Remitly has built its business on offering app-based digital services to migrants worldwide, aiming to enable customers to avoid using slower, more expensive traditional remittance services. Rewire’s approach has been similar in trying to create a simple service that users can tap easily.
“Rewire’s customers create an account with which money can be stored to be remitted at any time,” the release said. “This approach deepens relationships with customers and provides additional flexibility and convenience.”
Remitly expects Rewire’s product development and engineering to enhance its workforce, the company said in the release. Rewire has about 150 employees and the combined company will have close to 2,400 employees globally, a spokesperson for Remitly said. Remitly plans to retain all of Rewire’s employees, the spokesperson said.

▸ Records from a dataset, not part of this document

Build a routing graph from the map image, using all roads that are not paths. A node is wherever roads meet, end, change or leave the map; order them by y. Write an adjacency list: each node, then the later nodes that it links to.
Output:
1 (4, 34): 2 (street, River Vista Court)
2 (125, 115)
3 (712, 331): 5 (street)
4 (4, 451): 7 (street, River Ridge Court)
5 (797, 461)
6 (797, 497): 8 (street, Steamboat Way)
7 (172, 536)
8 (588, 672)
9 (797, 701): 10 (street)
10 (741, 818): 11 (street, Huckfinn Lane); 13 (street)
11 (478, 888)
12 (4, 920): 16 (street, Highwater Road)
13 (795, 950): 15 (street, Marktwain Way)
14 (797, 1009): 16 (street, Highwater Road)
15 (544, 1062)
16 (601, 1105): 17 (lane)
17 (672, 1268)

“This acquisition is consistent with Remitly’s strategy of acquiring assets that complement the existing platform, expand its geographical presence, and create strong cross-selling opportunities,” the financial firm William Blair said in a Tuesday equity research report regarding the acquisition.
Remittance payments have been expected to continue climbing this year to $802 billion, an increase of about 3.7% from a year earlier, largely because of the upheaval in Ukraine caused by Russia’s invasion in February, according to a World Bank report earlier this year. On average globally, it cost 6% to send $200 in the fourth quarter of 2021, the World Bank said.
Of the 7,586 consumers surveyed in Mastercard’s 2022 Borderless Payments Report, the share of consumers who made more frequent cross-border payments last year was 44%, up from 38% in 2020. Similarly, the share who received more frequent payments was 43% last year, up from 36% in 2020.
Remitly doesn’t expect any material impact this year from the acquisition to its revenue or earnings before taxes, interest, depreciation and amortization. The transaction is expected to close in the second half of this year.
“Rewire accelerates our progress as together we will continue to bring to market trusted financial services that are inclusive and accessible to all,” Remitly CEO and cofounder Matt Oppenheimer said in the release.